To identify age effects by year of age, we estimate regression models to remove period and cohort effects. We also estimate the regression separately by education and gender to allow earnings growth to differ in each subgroup. The regression model we estimate for a given education/gender sample is as follows: yist=β0+β1Ageit+β2Ageit2+β3Ageit3+β4Ageit4+Uit*θ+Oi+Ci+Si+εit

The subscript i indexes the person, and t indexes the year of the data; y is the natural log of real earnings in 2021 dollars after deflating by either the ECI or CPI; Age is the person’s age at the time of the survey; U* is the deviation of the relevant person’s state-specific unemployment rate from its state-specific mean over the sample period; Oi is an occupation-specific fixed effect for each of the nine occupations for which the ECI is calculated; Ci is a birth-cohort specific fixed effect (i.e., a set of dummy variables reflecting all possible birth years in our sample which range from 1937 to 2002); Si is a state-specific fixed effect; and ε is an error term that is assumed to be independent across observations with zero mean. The regression includes a quartic in age, given the research by Murphy and Welch (1990) establishing that the quartic is the functional form that best fits the age-earnings profile.5 We follow the recommendation in Bollinger and Hirsch (2009) and estimate the earnings regression using inverse probability weights to adjust for the fact that observations with imputed values are excluded from the sample.6

The rationale for deflating earnings by the ECI (instead of CPI) is that it will do a better job of removing period effects from earnings. While deflating by the CPI would remove period effects on earnings due to inflation, the ECI captures a broader range of period effects affecting earnings. Not only would the ECI adjust for economy-wide changes in earnings for a given quality of worker caused by inflation, but it would also control for economy-wide changes in productivity or labor supply or demand changes. Moreover, unlike the CPI, deflating by the ECI removes period effects specific to a given occupation. To understand the impact of using the ECI instead of the CPI for deflating earnings, we first investigated the relationship between the two indexes over our sample period (2002-2021).7 Over this period, the average annual rate of change for the ECI was 2.5%, and that for the CPI was 2.2%. The raw correlation between the annual rate of change in the two indexes over the sample period is .58. Figure 1 plots the two time series and shows that the one-year change in the CPI has greater volatility than the one-year change in the ECI. The Congressional Budget Office (CBO) projections of future economic conditions generally predict that the ECI will grow faster than the CPI. For example, a review of CBO forecasts between 2010 and 2021 shows that the ECI was projected to grow faster than the CPI in all their 10-year forecasts. On average, the annual growth rate in the ECI was projected to exceed the growth in the CPI by 1.0 percentage points.

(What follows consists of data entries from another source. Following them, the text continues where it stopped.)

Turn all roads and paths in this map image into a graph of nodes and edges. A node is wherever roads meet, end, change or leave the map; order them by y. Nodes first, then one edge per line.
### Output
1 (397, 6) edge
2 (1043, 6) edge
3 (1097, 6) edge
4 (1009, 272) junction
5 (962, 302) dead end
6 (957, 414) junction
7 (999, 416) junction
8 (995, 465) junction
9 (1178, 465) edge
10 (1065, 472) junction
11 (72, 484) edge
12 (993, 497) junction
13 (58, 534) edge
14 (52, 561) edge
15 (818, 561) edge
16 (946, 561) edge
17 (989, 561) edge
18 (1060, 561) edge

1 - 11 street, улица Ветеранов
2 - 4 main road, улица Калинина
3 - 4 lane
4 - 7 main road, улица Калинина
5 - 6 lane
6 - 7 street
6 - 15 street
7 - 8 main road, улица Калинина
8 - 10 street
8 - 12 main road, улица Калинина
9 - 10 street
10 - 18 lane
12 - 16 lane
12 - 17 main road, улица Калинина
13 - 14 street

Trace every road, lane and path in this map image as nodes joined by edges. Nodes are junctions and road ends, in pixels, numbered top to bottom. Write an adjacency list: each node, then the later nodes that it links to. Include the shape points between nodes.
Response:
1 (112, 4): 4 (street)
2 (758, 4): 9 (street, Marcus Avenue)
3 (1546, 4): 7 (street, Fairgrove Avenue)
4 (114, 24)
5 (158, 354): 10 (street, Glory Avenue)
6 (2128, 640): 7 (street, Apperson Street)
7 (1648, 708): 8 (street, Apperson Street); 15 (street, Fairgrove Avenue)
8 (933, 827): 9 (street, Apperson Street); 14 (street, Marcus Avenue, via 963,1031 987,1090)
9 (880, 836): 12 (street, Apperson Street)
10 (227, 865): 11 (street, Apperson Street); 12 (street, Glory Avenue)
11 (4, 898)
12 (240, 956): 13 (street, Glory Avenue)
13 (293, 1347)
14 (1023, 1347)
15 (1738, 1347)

Figure 1.Figure 1.Figure 1.
Figure 1.Annual Change in ECI vs. CPI

Citation: Journal of Forensic Economics 32, 1; 10.5085/JFE-501

We pursue the following approach to determine whether deflating by ECI or CPI better removes period effects. First, we estimate the earnings regression in equation (1) using the natural log of three different measures of normalized earnings: (1) nominal earnings without deflating; (2) nominal earnings deflated by the CPI; and (3) nominal earnings deflated by the person’s occupation-specific ECI.8 After estimating the three earnings regressions for the 21 education/gender samples (seven education groups and three gender groups), each group's mean forecast error is calculated by year. The mean forecast error should not vary over the years if period effects are completely removed. Comparing the standard deviation of the mean forecast error over the years for a given sub-sample reveals which method of deflating nominal earnings best purges earnings of period effects.

The results of this exercise are given in Table 2. Surprisingly, compared to the case where nominal earnings is used as the dependent variable, deflating by CPI actually worsens the removal of period effects in 16 of the 21 sub-samples. Across the 21 subsamples, the average standard deviation of the year effects is .029 with nominal earnings and .033 with earnings deflated by the CPI. Deflating by the CPI does not do a very good job of purging the year effects from the earnings measure. On the other hand, relative to the unadjusted series of earnings, deflating earnings by the occupation-specific measure of the ECI substantially reduces the standard deviation of the period effects for every sub-sample considered. Across the 21 subsamples, the standard deviation of the period effects is always lower when using earnings deflated by the ECI than either unadjusted earnings or earnings deflated by the CPI. Averaging across the 21 subsamples, the standard deviation of the period effects is .015 with earnings deflated by the ECI, .033 with earnings deflated by CPI, and .029 with unadjusted earnings. Hence, deflating by the ECI does a better job of removing period effects than either not deflating earnings at all or deflating by CPI. Consequently, we use this earnings measure to remove period effects and identify the age and cohort effects in our earnings regressions.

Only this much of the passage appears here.